#### Source information:
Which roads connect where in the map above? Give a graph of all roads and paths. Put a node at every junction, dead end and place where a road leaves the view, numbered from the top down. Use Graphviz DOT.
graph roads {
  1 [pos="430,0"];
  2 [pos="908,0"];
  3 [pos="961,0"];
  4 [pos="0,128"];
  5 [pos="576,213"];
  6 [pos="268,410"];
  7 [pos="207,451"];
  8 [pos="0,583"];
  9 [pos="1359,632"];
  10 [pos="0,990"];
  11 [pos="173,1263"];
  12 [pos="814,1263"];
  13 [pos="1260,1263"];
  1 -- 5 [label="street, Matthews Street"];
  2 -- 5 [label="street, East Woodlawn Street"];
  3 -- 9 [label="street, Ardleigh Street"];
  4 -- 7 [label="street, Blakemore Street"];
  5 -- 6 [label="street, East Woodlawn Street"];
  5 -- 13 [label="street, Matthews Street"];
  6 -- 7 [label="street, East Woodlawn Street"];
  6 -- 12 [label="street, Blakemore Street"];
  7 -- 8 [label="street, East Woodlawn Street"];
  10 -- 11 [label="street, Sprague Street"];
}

#### Exercise instructions:
Could you retype all of the entries, leaving every character unchanged?

#### Response for this exercise:
Which roads connect where in the map above? Give a graph of all roads and paths. Put a node at every junction, dead end and place where a road leaves the view, numbered from the top down. Use Graphviz DOT.
graph roads {
  1 [pos="430,0"];
  2 [pos="908,0"];
  3 [pos="961,0"];
  4 [pos="0,128"];
  5 [pos="576,213"];
  6 [pos="268,410"];
  7 [pos="207,451"];
  8 [pos="0,583"];
  9 [pos="1359,632"];
  10 [pos="0,990"];
  11 [pos="173,1263"];
  12 [pos="814,1263"];
  13 [pos="1260,1263"];
  1 -- 5 [label="street, Matthews Street"];
  2 -- 5 [label="street, East Woodlawn Street"];
  3 -- 9 [label="street, Ardleigh Street"];
  4 -- 7 [label="street, Blakemore Street"];
  5 -- 6 [label="street, East Woodlawn Street"];
  5 -- 13 [label="street, Matthews Street"];
  6 -- 7 [label="street, East Woodlawn Street"];
  6 -- 12 [label="street, Blakemore Street"];
  7 -- 8 [label="street, East Woodlawn Street"];
  10 -- 11 [label="street, Sprague Street"];
}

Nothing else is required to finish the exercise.